**TRY IT**
Restate all entries exactly. Skip the images.

===============

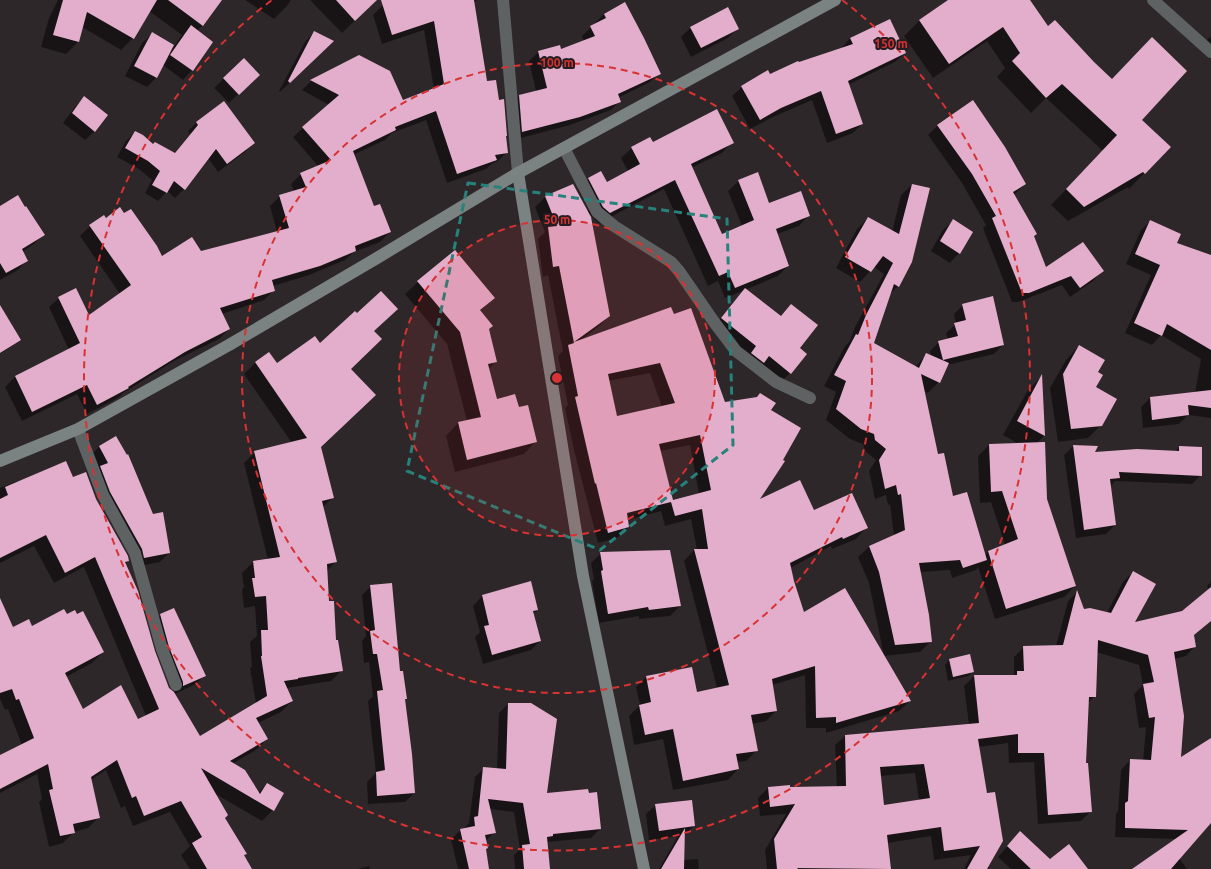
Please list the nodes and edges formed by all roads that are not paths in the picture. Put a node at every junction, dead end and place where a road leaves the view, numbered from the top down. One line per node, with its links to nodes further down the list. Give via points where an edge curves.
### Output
1 (503, 0): 6 (street)
2 (835, 0): 5 (main road)
3 (1153, 0): 4 (street)
4 (1211, 52)
5 (564, 148): 6 (main road); 7 (street, via 597,212 614,226 671,262 736,351 776,382)
6 (518, 173): 8 (main road, via 229,346); 11 (main road, via 583,576)
7 (810, 398)
8 (78, 429): 9 (main road); 10 (street, via 103,495 135,553 162,649)
9 (0, 461)
10 (176, 685)
11 (644, 869)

===============

**SOLVED EXERCISE**
Please list the nodes and edges formed by all roads that are not paths in the picture. Put a node at every junction, dead end and place where a road leaves the view, numbered from the top down. One line per node, with its links to nodes further down the list. Give via points where an edge curves.
### Output
1 (503, 0): 6 (street)
2 (835, 0): 5 (main road)
3 (1153, 0): 4 (street)
4 (1211, 52)
5 (564, 148): 6 (main road); 7 (street, via 597,212 614,226 671,262 736,351 776,382)
6 (518, 173): 8 (main road, via 229,346); 11 (main road, via 583,576)
7 (810, 398)
8 (78, 429): 9 (main road); 10 (street, via 103,495 135,553 162,649)
9 (0, 461)
10 (176, 685)
11 (644, 869)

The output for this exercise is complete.